"Table 373" of "Differential $t\bar{t}$ cross-section measurements using boosted top quarks in the all-hadronic final state with 139 fb$^{-1}$ of ATLAS data"

Measurements of single-, double-, and triple-differential cross-sections are presented for boosted top-quark pair-production in 13 TeV proton--proton collisions recorded by the ATLAS detector at the LHC. The top quarks are observed through their hadronic decay and reconstructed as large-radius jets with the leading jet having transverse momentum ($p_{\rm T}$) greater than 500 GeV. The observed data are unfolded to remove detector effects. The particle-level cross-section, multiplied by the $t\bar{t}\rightarrow WWb\bar{b}$ branching fraction and measured in a fiducial phase space defined by requiring the leading and second-leading jets to have $p_{\rm T}$ > 500 GeV and $p_{\rm T}$ > 350 GeV, respectively, is $331 \pm 3 \rm{(stat.)} \pm 39 \rm{(syst.)}$ fb. This is approximately 20% lower than the prediction of $398^{+48}_{-49}$ fb by POWHEG+PYTHIA8 with next-to-leading-order (NLO) accuracy but consistent within the theoretical uncertainties. Results are also presented at the parton level, where the effects of top-quark decay, parton showering, and hadronization are removed such that they can be compared with fixed-order next-to-next-to-leading-order (NNLO) calculations. The parton-level cross-section, measured in a fiducial phase space similar to that at particle level, is $1.94 \pm 0.02 \rm{(stat.)} \pm 0.25 \rm{(syst.)}$ pb. This agrees with the NNLO prediction of $1.96^{+0.02}_{-0.17}$ pb. Reasonable agreement with the differential cross-sections is found for most NLO models, while the NNLO calculations are generally in better agreement with the data. The differential cross-sections are interpreted using a Standard Model effective field-theory formalism and limits are set on Wilson coefficients of several four-fermion operators.
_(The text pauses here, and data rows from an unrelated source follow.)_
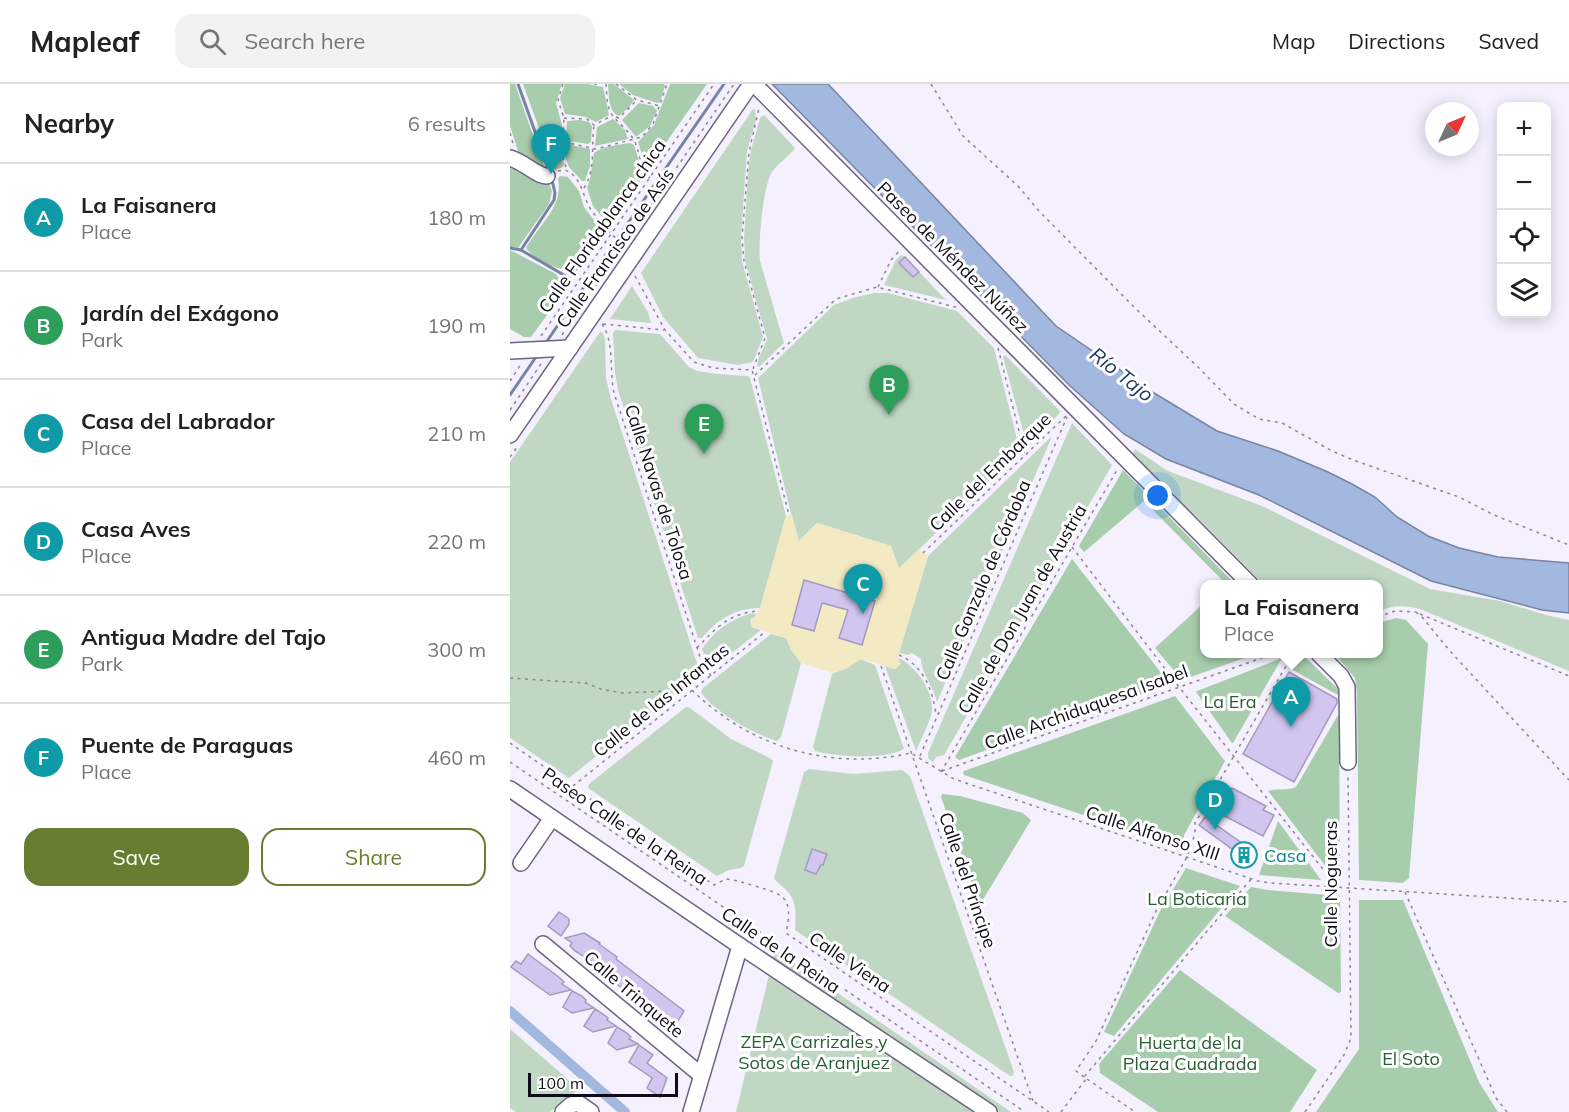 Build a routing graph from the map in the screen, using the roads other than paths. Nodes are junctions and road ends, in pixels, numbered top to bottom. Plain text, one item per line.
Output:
1 (756, 87) edge
2 (510, 158) edge
3 (551, 174) road end
4 (570, 348) junction
5 (510, 351) edge
6 (510, 435) edge
7 (1245, 580) edge
8 (1323, 658) edge
9 (1348, 762) road end
10 (510, 789) edge
11 (552, 818) junction
12 (521, 862) dead end
13 (543, 944) dead end
14 (740, 946) junction
15 (701, 1075) junction
16 (564, 1112) edge
17 (591, 1112) edge
18 (691, 1112) edge
19 (989, 1112) edge

1 - 4 street, Calle Francisco de Asís
1 - 7 street, Paseo de Méndez Núñez
2 - 3 street
4 - 5 street
4 - 6 street, Calle Francisco de Asís
8 - 9 street
10 - 11 street, Calle de la Reina
11 - 12 street
11 - 14 street, Calle de la Reina
13 - 15 street, Calle Trinquete
14 - 15 street, Calle Trinquete
14 - 19 street, Calle de la Reina
15 - 18 street, Calle Trinquete
16 - 17 street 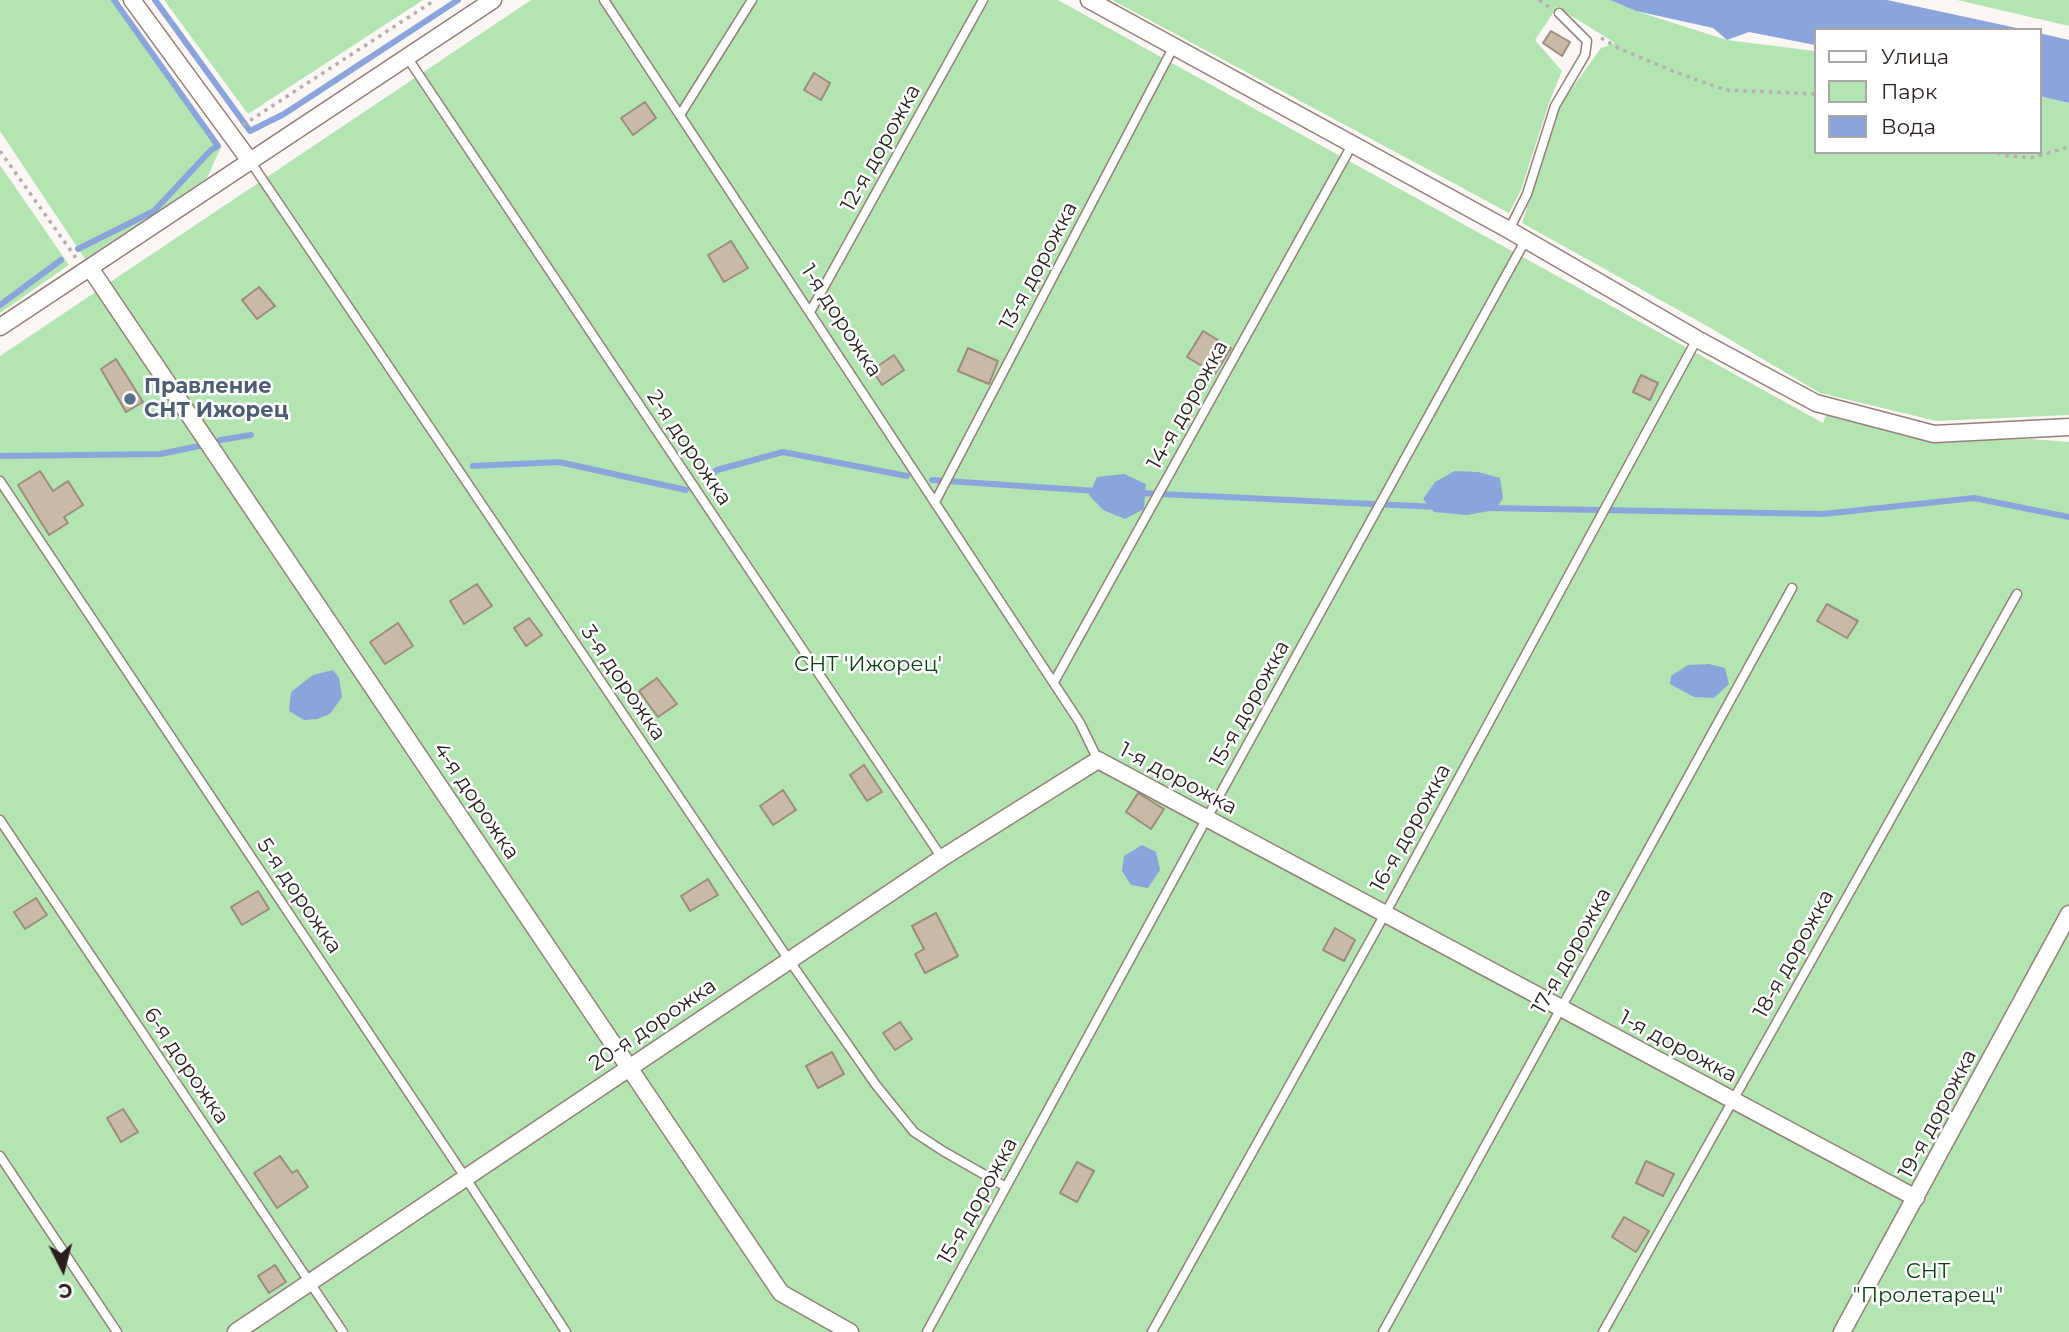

本文报道了大型强子对撞机（Large Hadron Collider, LHC）上ATLAS探测器（ATLAS Detector）采集的13 TeV质子-质子碰撞中高动量顶夸克对产生过程的单微分、双微分和三微分截面测量结果。顶夸克通过强子衰变被观测，并重建为大半径喷注，其中领头喷注的横向动量（transverse momentum, $p_{ m T}$）大于500 GeV。对观测数据进行解卷处理以消除探测器效应的影响。在定义为领头喷注横向动量大于500 GeV、次领头喷注横向动量大于350 GeV的基准相空间（fiducial phase space）中，经乘以$tar{t} ightarrow WWbar{b}$分支比（branching fraction）的粒子级截面测量结果为$331 pm 3 m{(统计误差)} pm 39 m{(系统误差)}$ fb。该结果比采用次领头阶（next-to-leading-order, NLO）精度的POWHEG+PYTHIA8预言值$398^{+48}_{-49}$ fb低约20%，但在理论不确定性范围内二者相符。本文同时给出了部分子级（parton level）的测量结果：通过移除顶夸克衰变、部分子喷注演化和强子化效应，使得该结果可与固定阶次的次次领头阶（next-to-next-to-leading-order, NNLO）计算结果进行对比。在与粒子级相似的基准相空间中测得的部分子级截面为$1.94 pm 0.02 m{(统计误差)} pm 0.25 m{(系统误差)}$ pb。该结果与$1.96^{+0.02}_{-0.17}$ pb的次次领头阶预言值相符。多数次领头阶模型与微分截面结果具有合理的相符性，而次次领头阶计算结果与实验数据的相符性整体更优。本文采用标准模型有效场论（Standard Model effective field theory）形式对微分截面结果进行诠释，并对多个四费米子算符的威尔逊系数（Wilson coefficient）设置了约束。